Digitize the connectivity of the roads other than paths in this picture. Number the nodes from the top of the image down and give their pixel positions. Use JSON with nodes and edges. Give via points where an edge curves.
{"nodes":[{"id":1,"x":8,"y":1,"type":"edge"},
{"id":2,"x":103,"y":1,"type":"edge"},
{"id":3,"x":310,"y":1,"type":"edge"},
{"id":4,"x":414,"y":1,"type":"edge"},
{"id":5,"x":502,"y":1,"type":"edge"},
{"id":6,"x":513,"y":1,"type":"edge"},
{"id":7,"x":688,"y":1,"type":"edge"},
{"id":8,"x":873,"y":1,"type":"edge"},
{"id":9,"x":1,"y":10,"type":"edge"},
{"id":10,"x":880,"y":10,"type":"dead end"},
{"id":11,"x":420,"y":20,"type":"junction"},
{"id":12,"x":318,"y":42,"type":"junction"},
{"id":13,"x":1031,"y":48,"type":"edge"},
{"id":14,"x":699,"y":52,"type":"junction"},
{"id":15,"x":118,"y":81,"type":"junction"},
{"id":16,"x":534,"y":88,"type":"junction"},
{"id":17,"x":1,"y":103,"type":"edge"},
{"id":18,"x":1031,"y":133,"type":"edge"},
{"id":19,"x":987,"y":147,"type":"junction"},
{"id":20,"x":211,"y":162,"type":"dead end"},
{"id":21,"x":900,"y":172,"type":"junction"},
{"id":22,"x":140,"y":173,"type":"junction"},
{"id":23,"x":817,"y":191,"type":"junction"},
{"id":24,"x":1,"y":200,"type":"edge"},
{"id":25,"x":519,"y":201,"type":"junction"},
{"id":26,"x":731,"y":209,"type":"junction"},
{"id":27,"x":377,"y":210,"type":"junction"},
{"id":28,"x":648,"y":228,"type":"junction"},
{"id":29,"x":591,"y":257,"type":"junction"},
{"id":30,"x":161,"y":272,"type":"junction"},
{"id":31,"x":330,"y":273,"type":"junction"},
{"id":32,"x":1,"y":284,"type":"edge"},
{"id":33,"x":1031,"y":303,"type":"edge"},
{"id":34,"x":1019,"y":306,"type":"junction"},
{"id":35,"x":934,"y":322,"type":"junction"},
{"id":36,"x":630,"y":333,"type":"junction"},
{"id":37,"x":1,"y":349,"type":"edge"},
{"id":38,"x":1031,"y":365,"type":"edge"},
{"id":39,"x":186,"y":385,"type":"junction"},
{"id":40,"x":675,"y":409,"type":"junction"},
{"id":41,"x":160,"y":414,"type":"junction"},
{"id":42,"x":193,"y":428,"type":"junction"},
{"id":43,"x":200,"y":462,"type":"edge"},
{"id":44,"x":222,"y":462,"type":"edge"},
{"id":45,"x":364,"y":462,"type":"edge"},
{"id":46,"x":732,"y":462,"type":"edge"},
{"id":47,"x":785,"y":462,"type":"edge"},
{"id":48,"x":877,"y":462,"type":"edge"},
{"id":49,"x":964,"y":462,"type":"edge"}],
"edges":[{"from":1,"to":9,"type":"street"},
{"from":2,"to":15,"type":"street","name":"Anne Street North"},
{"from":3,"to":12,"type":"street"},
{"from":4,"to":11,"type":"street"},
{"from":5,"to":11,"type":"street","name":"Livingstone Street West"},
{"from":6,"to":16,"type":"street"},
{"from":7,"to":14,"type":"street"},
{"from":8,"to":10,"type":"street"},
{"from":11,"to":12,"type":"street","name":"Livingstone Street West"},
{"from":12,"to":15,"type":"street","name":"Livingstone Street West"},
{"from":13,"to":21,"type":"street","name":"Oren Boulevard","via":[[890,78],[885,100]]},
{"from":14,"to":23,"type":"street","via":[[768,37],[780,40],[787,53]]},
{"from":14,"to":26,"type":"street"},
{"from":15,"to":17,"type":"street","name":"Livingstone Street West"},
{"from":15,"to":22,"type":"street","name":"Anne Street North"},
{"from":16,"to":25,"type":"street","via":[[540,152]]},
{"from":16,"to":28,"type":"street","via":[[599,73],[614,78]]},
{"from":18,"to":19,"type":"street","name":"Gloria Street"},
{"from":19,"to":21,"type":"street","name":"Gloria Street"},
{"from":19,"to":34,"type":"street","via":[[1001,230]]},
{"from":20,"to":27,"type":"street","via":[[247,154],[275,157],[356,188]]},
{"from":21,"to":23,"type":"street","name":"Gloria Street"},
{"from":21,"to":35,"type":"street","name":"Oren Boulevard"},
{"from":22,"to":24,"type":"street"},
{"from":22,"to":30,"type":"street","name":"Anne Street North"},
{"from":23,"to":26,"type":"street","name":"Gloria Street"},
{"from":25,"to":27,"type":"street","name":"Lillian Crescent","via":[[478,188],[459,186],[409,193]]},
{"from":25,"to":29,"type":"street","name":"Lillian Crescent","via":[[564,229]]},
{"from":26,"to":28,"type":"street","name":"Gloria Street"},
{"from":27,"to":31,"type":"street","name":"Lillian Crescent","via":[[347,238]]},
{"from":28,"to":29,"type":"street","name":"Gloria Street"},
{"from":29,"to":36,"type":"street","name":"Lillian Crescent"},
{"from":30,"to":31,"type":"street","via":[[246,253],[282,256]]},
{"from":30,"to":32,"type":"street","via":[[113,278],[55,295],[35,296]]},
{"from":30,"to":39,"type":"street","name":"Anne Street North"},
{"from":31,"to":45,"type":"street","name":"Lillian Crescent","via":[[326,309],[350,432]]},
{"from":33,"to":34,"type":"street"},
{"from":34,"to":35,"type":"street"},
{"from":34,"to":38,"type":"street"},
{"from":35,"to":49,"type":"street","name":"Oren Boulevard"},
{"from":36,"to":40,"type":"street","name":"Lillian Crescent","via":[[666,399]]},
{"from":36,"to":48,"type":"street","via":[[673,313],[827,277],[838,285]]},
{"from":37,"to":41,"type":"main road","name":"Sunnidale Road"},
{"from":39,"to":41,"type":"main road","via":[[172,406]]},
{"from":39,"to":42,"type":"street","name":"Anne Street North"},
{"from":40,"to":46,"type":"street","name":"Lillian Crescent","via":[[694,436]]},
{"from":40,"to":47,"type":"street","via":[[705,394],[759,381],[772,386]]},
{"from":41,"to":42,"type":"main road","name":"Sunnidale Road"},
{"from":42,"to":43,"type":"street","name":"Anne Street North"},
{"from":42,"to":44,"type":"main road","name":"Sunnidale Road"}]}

┄┄┄┄┄┄

DIRECTIONS: The answer is all of the material, given again exactly.

SOLUTION TO THE PROBLEM:
Digitize the connectivity of the roads other than paths in this picture. Number the nodes from the top of the image down and give their pixel positions. Use JSON with nodes and edges. Give via points where an edge curves.
{"nodes":[{"id":1,"x":8,"y":1,"type":"edge"},
{"id":2,"x":103,"y":1,"type":"edge"},
{"id":3,"x":310,"y":1,"type":"edge"},
{"id":4,"x":414,"y":1,"type":"edge"},
{"id":5,"x":502,"y":1,"type":"edge"},
{"id":6,"x":513,"y":1,"type":"edge"},
{"id":7,"x":688,"y":1,"type":"edge"},
{"id":8,"x":873,"y":1,"type":"edge"},
{"id":9,"x":1,"y":10,"type":"edge"},
{"id":10,"x":880,"y":10,"type":"dead end"},
{"id":11,"x":420,"y":20,"type":"junction"},
{"id":12,"x":318,"y":42,"type":"junction"},
{"id":13,"x":1031,"y":48,"type":"edge"},
{"id":14,"x":699,"y":52,"type":"junction"},
{"id":15,"x":118,"y":81,"type":"junction"},
{"id":16,"x":534,"y":88,"type":"junction"},
{"id":17,"x":1,"y":103,"type":"edge"},
{"id":18,"x":1031,"y":133,"type":"edge"},
{"id":19,"x":987,"y":147,"type":"junction"},
{"id":20,"x":211,"y":162,"type":"dead end"},
{"id":21,"x":900,"y":172,"type":"junction"},
{"id":22,"x":140,"y":173,"type":"junction"},
{"id":23,"x":817,"y":191,"type":"junction"},
{"id":24,"x":1,"y":200,"type":"edge"},
{"id":25,"x":519,"y":201,"type":"junction"},
{"id":26,"x":731,"y":209,"type":"junction"},
{"id":27,"x":377,"y":210,"type":"junction"},
{"id":28,"x":648,"y":228,"type":"junction"},
{"id":29,"x":591,"y":257,"type":"junction"},
{"id":30,"x":161,"y":272,"type":"junction"},
{"id":31,"x":330,"y":273,"type":"junction"},
{"id":32,"x":1,"y":284,"type":"edge"},
{"id":33,"x":1031,"y":303,"type":"edge"},
{"id":34,"x":1019,"y":306,"type":"junction"},
{"id":35,"x":934,"y":322,"type":"junction"},
{"id":36,"x":630,"y":333,"type":"junction"},
{"id":37,"x":1,"y":349,"type":"edge"},
{"id":38,"x":1031,"y":365,"type":"edge"},
{"id":39,"x":186,"y":385,"type":"junction"},
{"id":40,"x":675,"y":409,"type":"junction"},
{"id":41,"x":160,"y":414,"type":"junction"},
{"id":42,"x":193,"y":428,"type":"junction"},
{"id":43,"x":200,"y":462,"type":"edge"},
{"id":44,"x":222,"y":462,"type":"edge"},
{"id":45,"x":364,"y":462,"type":"edge"},
{"id":46,"x":732,"y":462,"type":"edge"},
{"id":47,"x":785,"y":462,"type":"edge"},
{"id":48,"x":877,"y":462,"type":"edge"},
{"id":49,"x":964,"y":462,"type":"edge"}],
"edges":[{"from":1,"to":9,"type":"street"},
{"from":2,"to":15,"type":"street","name":"Anne Street North"},
{"from":3,"to":12,"type":"street"},
{"from":4,"to":11,"type":"street"},
{"from":5,"to":11,"type":"street","name":"Livingstone Street West"},
{"from":6,"to":16,"type":"street"},
{"from":7,"to":14,"type":"street"},
{"from":8,"to":10,"type":"street"},
{"from":11,"to":12,"type":"street","name":"Livingstone Street West"},
{"from":12,"to":15,"type":"street","name":"Livingstone Street West"},
{"from":13,"to":21,"type":"street","name":"Oren Boulevard","via":[[890,78],[885,100]]},
{"from":14,"to":23,"type":"street","via":[[768,37],[780,40],[787,53]]},
{"from":14,"to":26,"type":"street"},
{"from":15,"to":17,"type":"street","name":"Livingstone Street West"},
{"from":15,"to":22,"type":"street","name":"Anne Street North"},
{"from":16,"to":25,"type":"street","via":[[540,152]]},
{"from":16,"to":28,"type":"street","via":[[599,73],[614,78]]},
{"from":18,"to":19,"type":"street","name":"Gloria Street"},
{"from":19,"to":21,"type":"street","name":"Gloria Street"},
{"from":19,"to":34,"type":"street","via":[[1001,230]]},
{"from":20,"to":27,"type":"street","via":[[247,154],[275,157],[356,188]]},
{"from":21,"to":23,"type":"street","name":"Gloria Street"},
{"from":21,"to":35,"type":"street","name":"Oren Boulevard"},
{"from":22,"to":24,"type":"street"},
{"from":22,"to":30,"type":"street","name":"Anne Street North"},
{"from":23,"to":26,"type":"street","name":"Gloria Street"},
{"from":25,"to":27,"type":"street","name":"Lillian Crescent","via":[[478,188],[459,186],[409,193]]},
{"from":25,"to":29,"type":"street","name":"Lillian Crescent","via":[[564,229]]},
{"from":26,"to":28,"type":"street","name":"Gloria Street"},
{"from":27,"to":31,"type":"street","name":"Lillian Crescent","via":[[347,238]]},
{"from":28,"to":29,"type":"street","name":"Gloria Street"},
{"from":29,"to":36,"type":"street","name":"Lillian Crescent"},
{"from":30,"to":31,"type":"street","via":[[246,253],[282,256]]},
{"from":30,"to":32,"type":"street","via":[[113,278],[55,295],[35,296]]},
{"from":30,"to":39,"type":"street","name":"Anne Street North"},
{"from":31,"to":45,"type":"street","name":"Lillian Crescent","via":[[326,309],[350,432]]},
{"from":33,"to":34,"type":"street"},
{"from":34,"to":35,"type":"street"},
{"from":34,"to":38,"type":"street"},
{"from":35,"to":49,"type":"street","name":"Oren Boulevard"},
{"from":36,"to":40,"type":"street","name":"Lillian Crescent","via":[[666,399]]},
{"from":36,"to":48,"type":"street","via":[[673,313],[827,277],[838,285]]},
{"from":37,"to":41,"type":"main road","name":"Sunnidale Road"},
{"from":39,"to":41,"type":"main road","via":[[172,406]]},
{"from":39,"to":42,"type":"street","name":"Anne Street North"},
{"from":40,"to":46,"type":"street","name":"Lillian Crescent","via":[[694,436]]},
{"from":40,"to":47,"type":"street","via":[[705,394],[759,381],[772,386]]},
{"from":41,"to":42,"type":"main road","name":"Sunnidale Road"},
{"from":42,"to":43,"type":"street","name":"Anne Street North"},
{"from":42,"to":44,"type":"main road","name":"Sunnidale Road"}]}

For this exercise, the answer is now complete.